2) Sviluppo delle energie rinnovabili col mantenimento di adeguati sistemi di incentivazione sia nel settore elettrico, sia in quello termico, il rafforzamento delle filiere produttive e il miglioramento della rete. Si sottolinea, in questo punto, la necessità di quadri normativi e programmatici nazionali e regionali certi e adeguati.
3) Importante anche la questione del riciclo, che deve affiancarsi all’uso efficiente delle risorse. IKn particolare, è centrale adottare, già in fase di produzione, misure preventive e una progettazione dei prodotti che tenga conto del loro intero ciclo di vita: dalla culla alla culla. L’obiettivo di riferimento europeo è quello di avviare al riciclo almeno il 50% dei rifiuti urbani e il 70% dei rifiuti da costruzione e demolizione.
4) Il patrimonio culturale e naturale richiede una migliore tutela. Importante (argomento tristemente attuale) la prevenzione dei dissesti idrogeologici e lo sviluppo delle attività economiche legate al turismo, all’agroalimentare, al made in Italy.

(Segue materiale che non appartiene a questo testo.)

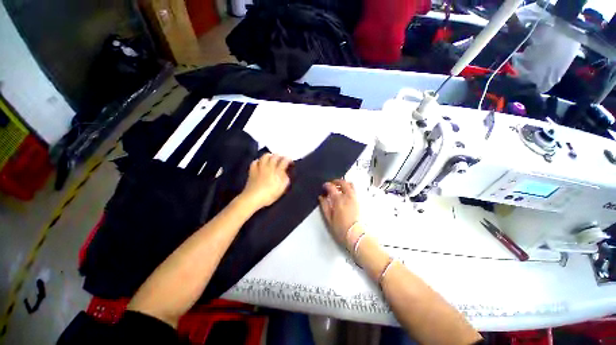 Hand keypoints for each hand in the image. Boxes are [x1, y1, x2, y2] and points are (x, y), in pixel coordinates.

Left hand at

5) Si auspica un’elevata qualità ecologica e una nuova sobrietà anche attraverso una normativa ambientale di qualità europea, più semplice e stabile, con procedure di autorizzazione più veloci e controlli efficaci, che incoraggi, ad esempio, la tendenza alla certificazione con etichetta ecologica dei prodotti e a quella ambientale delle imprese.
6) Le città (che sono i laboratori più capaci di contenuti innovativi) dovranno essere rilanciate come protagoniste della green economy.
7) Le imprese del settore green propongono di individuare un percorso condiviso e di sviluppo, anche in vista del risanamento del debito pubblico.

I contenuti innovativi
Il documento, secondo la Fondazione per lo Sviluppo Sostenibile, prevede due importanti novità: la prima è la proposta unitaria, di tipo generale e articolata per obiettivi, degli esponenti delle più importanti organizzazioni italiane di imprese della green economy, insieme a esponenti di importanti aziende, per affrontare la crisi italiana. La seconda è la richiesta avanzata dal mondo delle imprese, per la prima volta in modo netto e rappresentativo, di affrontare la crisi economica e sociale insieme a quella ecologica, riqualificando lo sviluppo nella direzione di una green economy perché l’innovazione e la conversione ecologica possano dare un grande contributo ad un progetto condiviso di cambiamento non solo per tutelare l’ambiente, ma per produrre occupazione, rivitalizzare l’economia e creare nuove opportunità occupazionali.